Poor performance / lockup with STM - performance

I'm writing a program where a large number of agents listen for events and react on them. Since Control.Concurrent.Chan.dupChan is deprecated I decided to use TChan's as advertised.
The performance of TChan is much worse than I expected. I have the following program that illustrates the issue:
{-# LANGUAGE BangPatterns #-}
module Main where
import Control.Concurrent.STM
import Control.Concurrent
import System.Random(randomRIO)
import Control.Monad(forever, when)
allCoords :: [(Int,Int)]
allCoords = [(x,y) | x <- [0..99], y <- [0..99]]
randomCoords :: IO (Int,Int)
randomCoords = do
x <- randomRIO (0,99)
y <- randomRIO (0,99)
return (x,y)
main = do
chan <- newTChanIO :: IO (TChan ((Int,Int),Int))
let watcher p = do
chan' <- atomically $ dupTChan chan
forkIO $ forever $ do
r#(p',_counter) <- atomically $ readTChan chan'
when (p == p') (print r)
return ()
mapM_ watcher allCoords
let go !cnt = do
xy <- randomCoords
atomically $ writeTChan chan (xy,cnt)
go (cnt+1)
go 1
When compiled (-O) and run the program first will output something like this:
./tchantest
((0,25),341)
((0,33),523)
((0,33),654)
((0,35),196)
((0,48),181)
((0,48),446)
((1,15),676)
((1,50),260)
((1,78),561)
((2,30),622)
((2,38),383)
((2,41),365)
((2,50),596)
((2,57),194)
((3,19),259)
((3,27),344)
((3,33),65)
((3,37),124)
((3,49),109)
((3,72),91)
((3,87),637)
((3,96),14)
((4,0),34)
((4,17),390)
((4,73),381)
((4,74),217)
((4,78),150)
((5,7),476)
((5,27),207)
((5,47),197)
((5,49),543)
((5,53),641)
((5,58),175)
((5,70),497)
((5,88),421)
((5,89),617)
((6,0),15)
((6,4),322)
((6,16),661)
((6,18),405)
((6,30),526)
((6,50),183)
((6,61),528)
((7,0),74)
((7,28),479)
((7,66),418)
((7,72),318)
((7,79),101)
((7,84),462)
((7,98),669)
((8,5),126)
((8,64),113)
((8,77),154)
((8,83),265)
((9,4),253)
((9,26),220)
((9,41),255)
((9,63),51)
((9,64),229)
((9,73),621)
((9,76),384)
((9,92),569)
...
And then, at some point, will stop writing anything, while still consuming 100% cpu.
((20,56),186)
((20,58),558)
((20,68),277)
((20,76),102)
((21,5),396)
((21,7),84)
With -threaded the lockup is even faster and occurs after only a handful of lines. It will also consume whatever number of cores are made available through RTS' -N flag.
Additionally the performance seems rather poor - only about 100 events per second are processed.
Is this a bug in STM or am I misunderstanding something about semantics of STM?

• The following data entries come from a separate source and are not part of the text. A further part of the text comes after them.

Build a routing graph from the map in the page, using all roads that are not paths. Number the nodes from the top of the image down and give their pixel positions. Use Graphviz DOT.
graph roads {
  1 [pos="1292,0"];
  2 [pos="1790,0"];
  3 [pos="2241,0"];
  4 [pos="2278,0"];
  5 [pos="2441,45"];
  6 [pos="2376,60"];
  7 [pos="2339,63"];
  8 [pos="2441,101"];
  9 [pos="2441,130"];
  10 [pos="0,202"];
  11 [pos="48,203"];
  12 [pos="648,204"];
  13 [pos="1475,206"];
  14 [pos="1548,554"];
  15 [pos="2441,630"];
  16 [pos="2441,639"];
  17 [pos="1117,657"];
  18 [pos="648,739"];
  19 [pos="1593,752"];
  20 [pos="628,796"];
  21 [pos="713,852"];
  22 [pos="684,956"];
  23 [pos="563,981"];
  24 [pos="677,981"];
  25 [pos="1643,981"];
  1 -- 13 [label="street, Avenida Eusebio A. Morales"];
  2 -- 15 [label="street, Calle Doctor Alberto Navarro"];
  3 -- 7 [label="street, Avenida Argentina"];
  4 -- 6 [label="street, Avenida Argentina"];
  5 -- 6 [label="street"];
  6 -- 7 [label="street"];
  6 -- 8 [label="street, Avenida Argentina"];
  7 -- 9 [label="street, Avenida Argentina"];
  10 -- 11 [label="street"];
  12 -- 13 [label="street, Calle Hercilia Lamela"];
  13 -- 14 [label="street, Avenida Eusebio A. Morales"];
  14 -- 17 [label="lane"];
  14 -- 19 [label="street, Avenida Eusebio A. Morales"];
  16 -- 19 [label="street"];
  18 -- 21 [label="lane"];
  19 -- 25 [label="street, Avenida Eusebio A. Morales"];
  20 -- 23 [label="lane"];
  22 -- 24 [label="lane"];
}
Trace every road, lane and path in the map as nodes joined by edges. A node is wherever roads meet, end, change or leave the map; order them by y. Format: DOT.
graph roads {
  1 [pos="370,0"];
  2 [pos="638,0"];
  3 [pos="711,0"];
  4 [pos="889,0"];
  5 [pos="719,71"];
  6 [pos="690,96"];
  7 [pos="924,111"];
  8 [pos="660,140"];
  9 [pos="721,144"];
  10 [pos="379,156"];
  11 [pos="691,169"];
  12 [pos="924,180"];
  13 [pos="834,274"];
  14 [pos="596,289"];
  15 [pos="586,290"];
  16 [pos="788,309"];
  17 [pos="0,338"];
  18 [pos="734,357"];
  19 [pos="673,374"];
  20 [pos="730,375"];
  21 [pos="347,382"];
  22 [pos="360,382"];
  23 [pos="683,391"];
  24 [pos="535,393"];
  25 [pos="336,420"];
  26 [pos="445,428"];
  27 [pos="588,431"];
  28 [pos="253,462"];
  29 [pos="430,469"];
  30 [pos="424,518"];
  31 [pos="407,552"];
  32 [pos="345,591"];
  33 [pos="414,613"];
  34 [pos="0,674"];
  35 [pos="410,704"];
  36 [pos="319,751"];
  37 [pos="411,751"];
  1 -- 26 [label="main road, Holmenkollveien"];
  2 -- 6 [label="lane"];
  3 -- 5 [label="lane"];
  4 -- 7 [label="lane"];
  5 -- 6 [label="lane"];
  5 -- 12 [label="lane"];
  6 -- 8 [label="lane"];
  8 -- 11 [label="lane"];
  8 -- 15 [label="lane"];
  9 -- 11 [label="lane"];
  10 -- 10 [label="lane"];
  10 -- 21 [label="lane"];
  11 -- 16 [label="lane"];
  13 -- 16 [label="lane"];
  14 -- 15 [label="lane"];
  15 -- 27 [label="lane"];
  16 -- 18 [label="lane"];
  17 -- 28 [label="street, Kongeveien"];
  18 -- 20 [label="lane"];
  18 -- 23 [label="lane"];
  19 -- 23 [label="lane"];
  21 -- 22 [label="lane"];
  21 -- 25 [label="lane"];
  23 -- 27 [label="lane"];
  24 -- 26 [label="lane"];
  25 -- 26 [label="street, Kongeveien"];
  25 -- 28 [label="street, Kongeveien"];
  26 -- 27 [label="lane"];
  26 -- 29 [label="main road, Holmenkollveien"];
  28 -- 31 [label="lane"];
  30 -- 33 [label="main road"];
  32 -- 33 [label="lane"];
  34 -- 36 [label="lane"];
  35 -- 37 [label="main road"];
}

The program is going to perform quite badly. You're spawning off 10,000 threads all of which will queue up waiting for a single TVar to be written to. So once they're all going, you may well get this happening:
Each of the 10,000 threads tries to read from the channel, finds it empty, and adds itself to the wait queue for the underlying TVar. So you'll have 10,000 queue-up events, and 10,000 processes in the wait queue for the TVar.
Something is written to the channel. This will unqueue each of the 10,000 threads and put it back on the run-queue (this may be O(N) or O(1), depending on how the RTS is written).
Each of the 10,000 threads must then process the item to see if it's interested in it, which most won't be.
So each item will cause processing O(10,000). If you see 100 events per second, that means that each thread requires about 1 microsecond to wake up, read a couple of TVars, write to one and queue up again. That doesn't seem so unreasonable. I don't understand why the program would grind to a complete halt, though.
In general, I would scrap this design and replace it as follows:
Have a single thread reading the event channel, which maintains a map from coordinate to interested-receiver-channel. The single thread can then pick out the receiver(s) from the map in O(log N) time (much better than O(N), and with a much smaller constant factor involved), and send the event to just the interested receiver. So you perform just one or two communications to the interested party, rather than 10,000 communications to everyone. A list-based form of the idea is written in CHP in section 5.4 of this paper: http://chplib.files.wordpress.com/2011/05/chp.pdf

This is a great test case! I think you've actually created a rare instance of genuine livelock/starvation. We can test this by compiling with -eventlog and running with -vst or by compiling with -debug and running with -Ds. We see that even as the program "hangs" the runtime still is working like crazy, jumping between blocked threads.
The high-level reason is that you have one (fast) writer and many (fast) readers. The readers and writer both need to access the same tvar representing the end of the queue. Let's say that nondeterministically one thread succeeds and all others fail when this happens. Now, as we increase the number of threads in contention to 100*100, then the probability of the reader making progress rapidly goes towards zero. In the meantime, the writer in fact takes longer in its access to that tvar than do the readers, so that makes things worse for it.
In this instance, putting a tiny throttle between each invocation of go for the writer (say, threadDelay 100) is enough to fix the problem. It gives the readers enough time to all block between successive writes, and so eliminates the livelock. However, I do think that it would be an interesting problem to improve the behavior of the runtime scheduler to deal with situations like this.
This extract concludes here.